O dólar fechou esta segunda-feira (14) em alta de 0,44%, a R$ 5,15. Investidores monitoraram as negociações envolvendo os conflitos que afetam a oferta do petróleo e as expectativas para a reunião de política monetária do Federal Reserve (Fed).
O presidente dos Estados Unidos, Donald Trump, afirmou que o Irã estaria disposto a negociar um acordo e que os dois países teriam concordado em suspender ataques contra estruturas de energia. O Brent para novembro fechou a US$ 105,68 por barril, alta de 1,02%.
Mesmo com a alta desta sessão, o dólar cai 0,62% em setembro. Parte da valorização do real neste mês está relacionada às expectativas sobre as eleições.

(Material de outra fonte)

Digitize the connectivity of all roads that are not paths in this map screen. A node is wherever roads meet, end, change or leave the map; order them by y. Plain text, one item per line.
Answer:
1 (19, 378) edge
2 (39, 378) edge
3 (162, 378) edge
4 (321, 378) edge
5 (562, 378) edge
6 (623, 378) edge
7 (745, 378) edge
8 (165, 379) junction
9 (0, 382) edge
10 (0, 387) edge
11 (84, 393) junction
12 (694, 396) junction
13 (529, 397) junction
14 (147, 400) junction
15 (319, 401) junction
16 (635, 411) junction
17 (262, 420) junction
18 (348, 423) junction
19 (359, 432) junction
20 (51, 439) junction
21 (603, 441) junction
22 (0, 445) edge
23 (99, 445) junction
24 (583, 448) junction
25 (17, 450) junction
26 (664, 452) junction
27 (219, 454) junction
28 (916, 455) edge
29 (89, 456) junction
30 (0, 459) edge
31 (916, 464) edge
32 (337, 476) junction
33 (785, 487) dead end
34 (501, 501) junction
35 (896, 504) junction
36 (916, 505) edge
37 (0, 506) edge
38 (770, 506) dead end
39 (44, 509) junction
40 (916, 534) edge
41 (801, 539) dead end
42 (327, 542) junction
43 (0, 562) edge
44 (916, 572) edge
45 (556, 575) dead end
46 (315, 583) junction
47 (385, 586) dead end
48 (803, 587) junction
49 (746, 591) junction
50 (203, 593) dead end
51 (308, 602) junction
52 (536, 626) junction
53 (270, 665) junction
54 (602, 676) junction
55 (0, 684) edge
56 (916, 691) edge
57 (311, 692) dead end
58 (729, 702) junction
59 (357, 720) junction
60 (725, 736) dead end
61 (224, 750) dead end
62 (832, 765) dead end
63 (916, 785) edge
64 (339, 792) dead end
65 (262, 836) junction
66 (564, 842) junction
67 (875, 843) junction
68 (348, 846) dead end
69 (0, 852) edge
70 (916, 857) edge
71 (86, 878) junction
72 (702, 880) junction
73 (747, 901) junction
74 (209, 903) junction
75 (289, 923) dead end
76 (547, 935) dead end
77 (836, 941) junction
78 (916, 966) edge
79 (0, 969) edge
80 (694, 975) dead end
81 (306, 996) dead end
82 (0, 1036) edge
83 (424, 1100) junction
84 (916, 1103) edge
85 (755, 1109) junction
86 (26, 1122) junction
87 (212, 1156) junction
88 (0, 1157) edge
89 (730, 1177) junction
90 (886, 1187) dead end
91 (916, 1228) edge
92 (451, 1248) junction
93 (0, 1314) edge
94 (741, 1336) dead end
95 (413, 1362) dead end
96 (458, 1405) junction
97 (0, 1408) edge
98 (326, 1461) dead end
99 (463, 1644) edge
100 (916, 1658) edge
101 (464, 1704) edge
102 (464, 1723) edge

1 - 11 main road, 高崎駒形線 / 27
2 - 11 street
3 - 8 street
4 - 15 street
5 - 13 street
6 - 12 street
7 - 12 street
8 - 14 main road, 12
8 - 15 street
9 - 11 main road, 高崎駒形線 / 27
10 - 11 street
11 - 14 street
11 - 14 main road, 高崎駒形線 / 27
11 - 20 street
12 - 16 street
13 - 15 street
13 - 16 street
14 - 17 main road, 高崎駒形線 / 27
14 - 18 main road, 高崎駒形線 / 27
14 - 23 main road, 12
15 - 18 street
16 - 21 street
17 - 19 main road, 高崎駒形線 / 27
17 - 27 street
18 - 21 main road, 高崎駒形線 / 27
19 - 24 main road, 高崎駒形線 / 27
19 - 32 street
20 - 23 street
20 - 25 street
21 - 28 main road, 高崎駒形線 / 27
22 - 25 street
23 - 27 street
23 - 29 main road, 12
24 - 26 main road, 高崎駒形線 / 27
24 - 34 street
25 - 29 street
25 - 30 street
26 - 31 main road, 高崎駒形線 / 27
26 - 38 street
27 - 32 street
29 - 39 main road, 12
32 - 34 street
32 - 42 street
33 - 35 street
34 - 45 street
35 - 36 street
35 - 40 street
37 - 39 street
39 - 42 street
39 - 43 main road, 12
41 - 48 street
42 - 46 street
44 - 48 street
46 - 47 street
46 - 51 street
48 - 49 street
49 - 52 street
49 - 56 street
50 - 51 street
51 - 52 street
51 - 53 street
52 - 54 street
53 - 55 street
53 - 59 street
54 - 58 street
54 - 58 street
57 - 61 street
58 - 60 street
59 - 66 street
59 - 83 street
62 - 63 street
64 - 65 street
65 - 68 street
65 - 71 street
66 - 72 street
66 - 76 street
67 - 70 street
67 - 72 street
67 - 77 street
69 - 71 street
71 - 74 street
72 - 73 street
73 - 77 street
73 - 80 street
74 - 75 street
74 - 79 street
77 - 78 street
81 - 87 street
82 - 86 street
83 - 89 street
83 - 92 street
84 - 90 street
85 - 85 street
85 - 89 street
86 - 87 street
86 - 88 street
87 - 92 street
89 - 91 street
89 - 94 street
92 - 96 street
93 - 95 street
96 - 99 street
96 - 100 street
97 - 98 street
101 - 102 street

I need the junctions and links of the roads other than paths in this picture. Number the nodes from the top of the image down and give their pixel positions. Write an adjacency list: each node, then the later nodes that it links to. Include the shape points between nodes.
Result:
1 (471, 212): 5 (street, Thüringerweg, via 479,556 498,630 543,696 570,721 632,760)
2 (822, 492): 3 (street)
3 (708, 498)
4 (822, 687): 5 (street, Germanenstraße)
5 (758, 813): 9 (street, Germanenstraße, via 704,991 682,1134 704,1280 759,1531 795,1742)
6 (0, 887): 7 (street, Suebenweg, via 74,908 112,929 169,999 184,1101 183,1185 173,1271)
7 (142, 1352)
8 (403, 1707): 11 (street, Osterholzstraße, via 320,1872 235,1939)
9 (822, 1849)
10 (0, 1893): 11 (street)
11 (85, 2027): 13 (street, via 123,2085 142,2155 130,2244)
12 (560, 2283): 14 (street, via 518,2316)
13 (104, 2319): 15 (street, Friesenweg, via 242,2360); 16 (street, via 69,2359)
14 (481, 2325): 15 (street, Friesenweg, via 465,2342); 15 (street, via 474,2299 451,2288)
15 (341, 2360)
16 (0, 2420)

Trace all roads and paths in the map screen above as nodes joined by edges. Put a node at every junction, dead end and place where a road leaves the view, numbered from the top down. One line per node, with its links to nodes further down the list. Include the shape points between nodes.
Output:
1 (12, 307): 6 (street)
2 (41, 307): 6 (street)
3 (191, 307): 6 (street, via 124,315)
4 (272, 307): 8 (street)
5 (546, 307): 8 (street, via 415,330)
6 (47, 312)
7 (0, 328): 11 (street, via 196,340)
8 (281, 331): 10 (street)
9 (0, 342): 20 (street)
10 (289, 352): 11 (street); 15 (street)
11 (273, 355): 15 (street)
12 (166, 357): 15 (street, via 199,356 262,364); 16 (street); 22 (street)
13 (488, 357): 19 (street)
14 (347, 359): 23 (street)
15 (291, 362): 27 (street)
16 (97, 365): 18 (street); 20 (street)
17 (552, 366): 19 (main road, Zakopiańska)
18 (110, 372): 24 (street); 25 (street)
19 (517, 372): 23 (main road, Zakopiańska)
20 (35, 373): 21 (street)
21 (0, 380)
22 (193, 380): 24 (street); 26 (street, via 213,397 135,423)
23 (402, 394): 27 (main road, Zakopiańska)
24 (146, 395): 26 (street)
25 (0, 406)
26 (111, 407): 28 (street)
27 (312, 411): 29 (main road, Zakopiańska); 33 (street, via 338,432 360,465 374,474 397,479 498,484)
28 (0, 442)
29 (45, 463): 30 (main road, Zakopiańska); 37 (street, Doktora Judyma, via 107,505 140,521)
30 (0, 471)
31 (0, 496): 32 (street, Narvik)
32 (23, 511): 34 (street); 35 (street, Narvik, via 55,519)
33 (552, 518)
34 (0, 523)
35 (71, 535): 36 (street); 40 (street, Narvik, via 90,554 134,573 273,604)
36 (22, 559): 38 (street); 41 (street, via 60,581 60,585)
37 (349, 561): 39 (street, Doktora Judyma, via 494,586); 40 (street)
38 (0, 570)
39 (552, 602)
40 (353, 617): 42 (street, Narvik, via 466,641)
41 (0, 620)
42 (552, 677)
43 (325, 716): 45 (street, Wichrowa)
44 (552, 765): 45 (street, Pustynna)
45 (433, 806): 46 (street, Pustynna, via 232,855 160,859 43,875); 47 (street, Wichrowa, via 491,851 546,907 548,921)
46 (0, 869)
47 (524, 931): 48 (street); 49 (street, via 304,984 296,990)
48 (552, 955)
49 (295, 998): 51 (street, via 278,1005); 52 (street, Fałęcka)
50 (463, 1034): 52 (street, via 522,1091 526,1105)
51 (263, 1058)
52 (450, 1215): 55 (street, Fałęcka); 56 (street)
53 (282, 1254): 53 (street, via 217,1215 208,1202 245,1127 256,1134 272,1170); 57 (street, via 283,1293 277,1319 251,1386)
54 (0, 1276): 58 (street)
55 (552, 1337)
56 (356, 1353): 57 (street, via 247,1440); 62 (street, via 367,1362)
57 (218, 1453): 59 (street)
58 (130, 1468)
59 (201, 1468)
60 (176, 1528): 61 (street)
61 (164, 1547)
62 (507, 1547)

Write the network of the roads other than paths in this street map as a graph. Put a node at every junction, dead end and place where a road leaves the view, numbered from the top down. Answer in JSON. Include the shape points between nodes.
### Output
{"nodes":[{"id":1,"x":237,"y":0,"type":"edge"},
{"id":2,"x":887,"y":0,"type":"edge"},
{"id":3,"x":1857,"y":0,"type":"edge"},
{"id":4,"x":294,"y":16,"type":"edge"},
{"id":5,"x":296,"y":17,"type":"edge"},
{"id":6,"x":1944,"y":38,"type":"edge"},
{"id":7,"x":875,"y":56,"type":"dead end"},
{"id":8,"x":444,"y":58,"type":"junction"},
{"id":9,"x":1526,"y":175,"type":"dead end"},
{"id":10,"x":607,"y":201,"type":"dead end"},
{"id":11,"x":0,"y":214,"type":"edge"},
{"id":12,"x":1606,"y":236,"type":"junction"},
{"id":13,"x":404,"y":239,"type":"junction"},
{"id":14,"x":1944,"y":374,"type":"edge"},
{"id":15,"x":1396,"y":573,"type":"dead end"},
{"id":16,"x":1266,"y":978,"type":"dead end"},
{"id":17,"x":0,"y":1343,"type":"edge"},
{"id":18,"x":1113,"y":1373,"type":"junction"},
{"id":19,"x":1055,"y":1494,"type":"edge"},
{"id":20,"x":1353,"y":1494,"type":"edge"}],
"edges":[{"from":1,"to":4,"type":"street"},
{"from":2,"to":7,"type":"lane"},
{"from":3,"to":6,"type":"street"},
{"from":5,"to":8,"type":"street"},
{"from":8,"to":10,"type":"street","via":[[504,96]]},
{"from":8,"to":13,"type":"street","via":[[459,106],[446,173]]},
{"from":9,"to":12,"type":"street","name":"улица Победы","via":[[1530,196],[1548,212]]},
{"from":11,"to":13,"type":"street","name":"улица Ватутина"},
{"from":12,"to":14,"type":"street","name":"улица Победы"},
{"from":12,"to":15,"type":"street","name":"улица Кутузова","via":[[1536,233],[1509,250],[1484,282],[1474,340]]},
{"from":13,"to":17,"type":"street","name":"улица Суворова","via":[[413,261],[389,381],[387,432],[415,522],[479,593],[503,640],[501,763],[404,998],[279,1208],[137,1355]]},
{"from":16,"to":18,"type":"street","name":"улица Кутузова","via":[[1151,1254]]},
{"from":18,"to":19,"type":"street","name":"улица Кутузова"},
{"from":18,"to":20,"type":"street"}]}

Pesquisa Quaest divulgada hoje mostrou Flávio Bolsonaro com 42% das intenções de voto em uma simulação de segundo turno, contra 40% de Luiz Inácio Lula da Silva. Na pesquisa da semana anterior, os dois apareciam empatados em 41%.
Na sexta-feira (11), levantamento Datafolha mostrou Lula com 46% e Flávio com 44%, dentro de um quadro de empate técnico.
Fed e Copom entram no radar
O mercado espera que o Fed reduza os juros americanos em 0,25 ponto percentual (p.p.) na reunião desta semana. No Brasil, a expectativa é de um novo corte de 0,25 p.p. na taxa básica de juros (Selic), que levaria a taxa para 13,75% ao ano.
Bank of America e HSBC revisaram suas projeções para a Selic no fim do ano e passaram a considerar a continuidade do ciclo de cortes nos próximos meses.
Dólar também acompanha mercado internacional
O DXY, índice que mede o desempenho do dólar em relação a uma cesta de seis moedas fortes, chegou a 99,736 pontos pela manhã. Por volta das 17h, estava em 99,500 pontos, alta de 0,39%.
O indicador chegou a subir 5% pela primeira vez desde 2023 durante a manhã. No fim da tarde, os juros dos Treasuries de dez anos estavam em 4,98%.